Segment Start: Data listing
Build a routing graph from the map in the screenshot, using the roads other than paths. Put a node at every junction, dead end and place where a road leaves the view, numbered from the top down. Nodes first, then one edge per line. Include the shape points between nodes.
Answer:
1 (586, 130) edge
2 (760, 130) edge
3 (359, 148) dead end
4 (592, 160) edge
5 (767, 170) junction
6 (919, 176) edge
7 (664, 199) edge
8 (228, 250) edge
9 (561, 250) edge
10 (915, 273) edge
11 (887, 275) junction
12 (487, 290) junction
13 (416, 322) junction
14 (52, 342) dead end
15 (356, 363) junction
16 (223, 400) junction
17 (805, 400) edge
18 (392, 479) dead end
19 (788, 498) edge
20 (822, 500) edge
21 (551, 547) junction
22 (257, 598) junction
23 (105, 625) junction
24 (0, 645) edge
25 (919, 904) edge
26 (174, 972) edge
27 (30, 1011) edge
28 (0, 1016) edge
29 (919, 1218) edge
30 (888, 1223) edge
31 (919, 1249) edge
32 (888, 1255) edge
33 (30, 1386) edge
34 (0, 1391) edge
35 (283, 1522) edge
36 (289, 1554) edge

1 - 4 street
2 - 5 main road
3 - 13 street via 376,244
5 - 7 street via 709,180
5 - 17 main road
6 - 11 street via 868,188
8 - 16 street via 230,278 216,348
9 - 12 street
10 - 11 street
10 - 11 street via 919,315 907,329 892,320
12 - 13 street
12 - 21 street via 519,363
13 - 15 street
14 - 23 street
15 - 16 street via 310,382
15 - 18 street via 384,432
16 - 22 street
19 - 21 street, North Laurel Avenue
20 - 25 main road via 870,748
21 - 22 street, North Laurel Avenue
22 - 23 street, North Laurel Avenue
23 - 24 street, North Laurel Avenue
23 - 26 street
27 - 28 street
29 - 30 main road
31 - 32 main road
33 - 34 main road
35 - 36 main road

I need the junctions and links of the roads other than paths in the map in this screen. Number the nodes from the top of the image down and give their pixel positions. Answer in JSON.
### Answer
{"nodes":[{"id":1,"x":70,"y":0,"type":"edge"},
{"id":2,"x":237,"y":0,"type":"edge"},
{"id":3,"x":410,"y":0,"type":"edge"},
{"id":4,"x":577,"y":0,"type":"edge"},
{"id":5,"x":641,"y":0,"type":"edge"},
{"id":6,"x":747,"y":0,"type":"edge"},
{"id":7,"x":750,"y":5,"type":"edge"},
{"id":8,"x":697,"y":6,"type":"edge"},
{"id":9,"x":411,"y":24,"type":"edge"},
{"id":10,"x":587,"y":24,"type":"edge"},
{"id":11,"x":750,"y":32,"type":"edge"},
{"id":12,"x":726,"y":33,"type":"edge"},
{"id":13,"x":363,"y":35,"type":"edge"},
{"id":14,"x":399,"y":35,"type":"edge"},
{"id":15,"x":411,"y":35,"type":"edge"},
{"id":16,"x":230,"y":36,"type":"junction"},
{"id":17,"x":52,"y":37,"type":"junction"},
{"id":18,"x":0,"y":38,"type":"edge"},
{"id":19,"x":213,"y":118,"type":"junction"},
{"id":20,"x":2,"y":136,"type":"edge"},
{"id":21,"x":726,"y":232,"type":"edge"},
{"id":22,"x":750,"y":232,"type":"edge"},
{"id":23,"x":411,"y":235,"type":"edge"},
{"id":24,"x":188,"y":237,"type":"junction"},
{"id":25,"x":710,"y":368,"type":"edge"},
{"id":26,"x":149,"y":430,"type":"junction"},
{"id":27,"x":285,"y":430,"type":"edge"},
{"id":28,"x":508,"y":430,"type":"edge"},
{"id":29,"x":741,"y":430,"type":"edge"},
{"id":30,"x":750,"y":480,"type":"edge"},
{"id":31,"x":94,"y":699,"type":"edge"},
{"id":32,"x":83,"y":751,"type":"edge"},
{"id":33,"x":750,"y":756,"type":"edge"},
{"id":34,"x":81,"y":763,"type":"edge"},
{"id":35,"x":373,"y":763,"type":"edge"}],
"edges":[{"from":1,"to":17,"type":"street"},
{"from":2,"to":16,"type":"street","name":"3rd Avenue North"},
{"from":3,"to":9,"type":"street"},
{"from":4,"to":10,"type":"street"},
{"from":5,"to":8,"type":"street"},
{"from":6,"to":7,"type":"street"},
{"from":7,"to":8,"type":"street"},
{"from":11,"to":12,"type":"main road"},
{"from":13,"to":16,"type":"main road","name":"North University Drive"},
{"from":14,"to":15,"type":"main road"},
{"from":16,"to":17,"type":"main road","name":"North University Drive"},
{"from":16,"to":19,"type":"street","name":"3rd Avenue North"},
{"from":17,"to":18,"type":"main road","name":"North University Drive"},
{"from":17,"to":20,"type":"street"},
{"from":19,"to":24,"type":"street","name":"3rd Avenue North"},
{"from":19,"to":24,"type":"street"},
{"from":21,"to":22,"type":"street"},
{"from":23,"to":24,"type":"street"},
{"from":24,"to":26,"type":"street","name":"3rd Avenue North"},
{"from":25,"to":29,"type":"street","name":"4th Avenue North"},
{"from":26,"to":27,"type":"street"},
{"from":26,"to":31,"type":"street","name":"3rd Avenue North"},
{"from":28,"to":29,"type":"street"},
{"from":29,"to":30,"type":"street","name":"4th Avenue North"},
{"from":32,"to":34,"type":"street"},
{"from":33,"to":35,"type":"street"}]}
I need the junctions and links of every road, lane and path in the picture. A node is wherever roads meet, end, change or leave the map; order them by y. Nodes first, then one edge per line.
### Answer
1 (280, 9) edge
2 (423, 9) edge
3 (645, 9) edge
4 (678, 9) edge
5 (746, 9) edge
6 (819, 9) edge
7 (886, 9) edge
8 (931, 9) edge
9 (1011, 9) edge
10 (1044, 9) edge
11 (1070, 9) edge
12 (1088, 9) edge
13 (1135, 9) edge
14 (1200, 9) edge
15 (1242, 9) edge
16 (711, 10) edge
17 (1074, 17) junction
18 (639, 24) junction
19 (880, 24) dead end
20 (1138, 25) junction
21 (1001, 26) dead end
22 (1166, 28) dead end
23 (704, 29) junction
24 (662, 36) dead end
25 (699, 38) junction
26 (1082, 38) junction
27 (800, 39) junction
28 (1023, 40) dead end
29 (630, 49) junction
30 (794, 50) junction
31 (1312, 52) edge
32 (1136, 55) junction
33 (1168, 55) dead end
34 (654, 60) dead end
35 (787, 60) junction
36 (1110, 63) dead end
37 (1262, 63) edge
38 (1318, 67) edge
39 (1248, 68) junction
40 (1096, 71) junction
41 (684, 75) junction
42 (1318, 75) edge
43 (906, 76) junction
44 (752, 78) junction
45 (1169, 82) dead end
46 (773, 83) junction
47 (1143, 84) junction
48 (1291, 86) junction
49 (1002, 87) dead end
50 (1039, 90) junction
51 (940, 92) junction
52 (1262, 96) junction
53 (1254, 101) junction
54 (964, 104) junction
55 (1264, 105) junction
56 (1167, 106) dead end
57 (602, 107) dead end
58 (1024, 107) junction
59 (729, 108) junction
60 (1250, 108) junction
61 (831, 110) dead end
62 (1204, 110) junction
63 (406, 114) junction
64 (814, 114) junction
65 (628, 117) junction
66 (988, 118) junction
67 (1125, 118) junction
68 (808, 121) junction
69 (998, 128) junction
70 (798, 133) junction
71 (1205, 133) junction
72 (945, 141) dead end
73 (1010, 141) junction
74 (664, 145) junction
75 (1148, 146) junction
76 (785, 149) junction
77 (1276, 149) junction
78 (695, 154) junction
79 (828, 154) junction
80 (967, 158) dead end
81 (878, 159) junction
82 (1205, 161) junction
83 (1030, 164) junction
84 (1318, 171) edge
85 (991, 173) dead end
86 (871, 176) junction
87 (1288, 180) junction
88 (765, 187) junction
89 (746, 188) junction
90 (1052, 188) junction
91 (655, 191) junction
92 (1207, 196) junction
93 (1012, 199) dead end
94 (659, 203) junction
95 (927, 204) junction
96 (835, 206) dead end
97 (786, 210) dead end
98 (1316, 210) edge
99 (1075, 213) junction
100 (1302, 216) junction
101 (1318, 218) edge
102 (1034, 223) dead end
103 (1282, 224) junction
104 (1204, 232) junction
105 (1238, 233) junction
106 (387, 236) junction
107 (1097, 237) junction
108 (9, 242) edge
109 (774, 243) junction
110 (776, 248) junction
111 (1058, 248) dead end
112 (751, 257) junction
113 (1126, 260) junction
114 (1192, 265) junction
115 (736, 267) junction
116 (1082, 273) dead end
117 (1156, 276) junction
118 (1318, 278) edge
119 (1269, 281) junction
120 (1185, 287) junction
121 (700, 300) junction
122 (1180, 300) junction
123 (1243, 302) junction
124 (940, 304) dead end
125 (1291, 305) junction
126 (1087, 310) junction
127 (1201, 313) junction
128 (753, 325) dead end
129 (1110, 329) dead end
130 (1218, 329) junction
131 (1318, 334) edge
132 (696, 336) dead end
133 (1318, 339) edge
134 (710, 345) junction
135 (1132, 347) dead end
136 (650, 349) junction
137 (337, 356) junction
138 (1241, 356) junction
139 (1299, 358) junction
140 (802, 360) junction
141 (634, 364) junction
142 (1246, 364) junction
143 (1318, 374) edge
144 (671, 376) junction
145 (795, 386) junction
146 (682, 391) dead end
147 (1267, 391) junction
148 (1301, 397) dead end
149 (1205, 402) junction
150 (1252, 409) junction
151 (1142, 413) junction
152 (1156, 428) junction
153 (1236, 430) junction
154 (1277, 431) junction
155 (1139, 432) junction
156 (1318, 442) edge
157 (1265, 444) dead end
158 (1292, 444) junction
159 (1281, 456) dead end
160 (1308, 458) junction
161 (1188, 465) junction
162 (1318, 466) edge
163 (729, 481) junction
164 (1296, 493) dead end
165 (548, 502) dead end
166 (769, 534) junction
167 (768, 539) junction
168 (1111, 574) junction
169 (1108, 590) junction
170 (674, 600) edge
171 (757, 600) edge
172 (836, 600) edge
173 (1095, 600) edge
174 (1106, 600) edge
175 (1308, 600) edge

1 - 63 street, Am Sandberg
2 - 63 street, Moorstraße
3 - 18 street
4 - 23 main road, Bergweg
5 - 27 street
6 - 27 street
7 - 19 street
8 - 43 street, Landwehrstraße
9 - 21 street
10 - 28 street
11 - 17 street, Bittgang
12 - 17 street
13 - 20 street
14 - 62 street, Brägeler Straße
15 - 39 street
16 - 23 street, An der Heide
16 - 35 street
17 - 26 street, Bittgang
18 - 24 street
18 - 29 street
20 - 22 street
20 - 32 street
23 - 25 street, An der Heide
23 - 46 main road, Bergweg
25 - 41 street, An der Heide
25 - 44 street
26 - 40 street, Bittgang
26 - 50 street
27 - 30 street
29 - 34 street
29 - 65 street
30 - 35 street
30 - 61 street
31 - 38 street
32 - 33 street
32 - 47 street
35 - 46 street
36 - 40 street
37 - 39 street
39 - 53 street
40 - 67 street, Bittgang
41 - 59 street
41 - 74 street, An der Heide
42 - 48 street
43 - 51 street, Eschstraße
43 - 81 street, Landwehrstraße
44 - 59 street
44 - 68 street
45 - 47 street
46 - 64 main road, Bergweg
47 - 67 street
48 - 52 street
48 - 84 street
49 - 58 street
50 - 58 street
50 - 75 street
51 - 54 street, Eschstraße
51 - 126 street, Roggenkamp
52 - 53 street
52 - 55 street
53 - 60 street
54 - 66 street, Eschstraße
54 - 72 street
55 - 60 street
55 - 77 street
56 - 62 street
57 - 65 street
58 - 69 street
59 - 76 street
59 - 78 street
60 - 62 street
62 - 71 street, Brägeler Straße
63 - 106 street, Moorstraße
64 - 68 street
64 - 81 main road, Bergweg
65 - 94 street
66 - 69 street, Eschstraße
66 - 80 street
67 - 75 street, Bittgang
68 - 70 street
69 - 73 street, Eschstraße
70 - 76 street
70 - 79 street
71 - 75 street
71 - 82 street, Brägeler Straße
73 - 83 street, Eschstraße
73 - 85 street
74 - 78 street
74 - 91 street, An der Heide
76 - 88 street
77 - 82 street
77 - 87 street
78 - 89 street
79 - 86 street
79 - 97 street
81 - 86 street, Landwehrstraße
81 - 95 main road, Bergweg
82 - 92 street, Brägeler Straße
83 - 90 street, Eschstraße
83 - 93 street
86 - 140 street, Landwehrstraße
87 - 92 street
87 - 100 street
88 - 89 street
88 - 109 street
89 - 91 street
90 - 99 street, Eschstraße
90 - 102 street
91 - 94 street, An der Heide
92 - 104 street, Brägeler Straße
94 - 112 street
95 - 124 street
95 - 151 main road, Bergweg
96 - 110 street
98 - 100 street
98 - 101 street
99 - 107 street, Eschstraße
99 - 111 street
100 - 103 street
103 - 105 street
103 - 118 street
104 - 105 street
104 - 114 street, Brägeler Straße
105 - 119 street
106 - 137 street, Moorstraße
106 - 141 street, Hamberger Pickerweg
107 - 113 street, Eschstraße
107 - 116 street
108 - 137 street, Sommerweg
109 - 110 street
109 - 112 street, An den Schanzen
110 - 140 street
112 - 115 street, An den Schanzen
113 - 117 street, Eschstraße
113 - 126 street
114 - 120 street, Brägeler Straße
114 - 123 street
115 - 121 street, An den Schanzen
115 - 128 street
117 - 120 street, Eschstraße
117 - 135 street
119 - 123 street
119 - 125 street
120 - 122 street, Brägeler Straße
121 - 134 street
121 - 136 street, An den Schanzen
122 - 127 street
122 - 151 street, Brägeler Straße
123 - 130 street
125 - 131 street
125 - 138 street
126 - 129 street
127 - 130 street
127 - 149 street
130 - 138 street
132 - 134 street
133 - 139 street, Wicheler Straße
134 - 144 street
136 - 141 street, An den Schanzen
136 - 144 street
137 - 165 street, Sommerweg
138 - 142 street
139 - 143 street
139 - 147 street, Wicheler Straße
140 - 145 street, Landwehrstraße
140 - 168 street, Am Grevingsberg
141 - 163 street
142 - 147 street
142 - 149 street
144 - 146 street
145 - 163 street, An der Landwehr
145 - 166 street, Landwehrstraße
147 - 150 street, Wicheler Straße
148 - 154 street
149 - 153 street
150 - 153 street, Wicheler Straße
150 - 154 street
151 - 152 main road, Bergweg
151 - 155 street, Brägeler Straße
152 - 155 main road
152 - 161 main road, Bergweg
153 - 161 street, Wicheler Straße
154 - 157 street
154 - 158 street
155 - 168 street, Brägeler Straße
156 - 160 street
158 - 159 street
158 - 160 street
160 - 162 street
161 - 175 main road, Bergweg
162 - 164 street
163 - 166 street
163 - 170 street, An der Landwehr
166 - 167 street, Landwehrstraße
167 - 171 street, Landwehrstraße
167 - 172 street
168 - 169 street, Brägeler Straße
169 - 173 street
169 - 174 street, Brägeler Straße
Segment End: Data listing
Your instructions: Look through the records and count each line that holds "Wicheler". Write only the total.

Reply: 5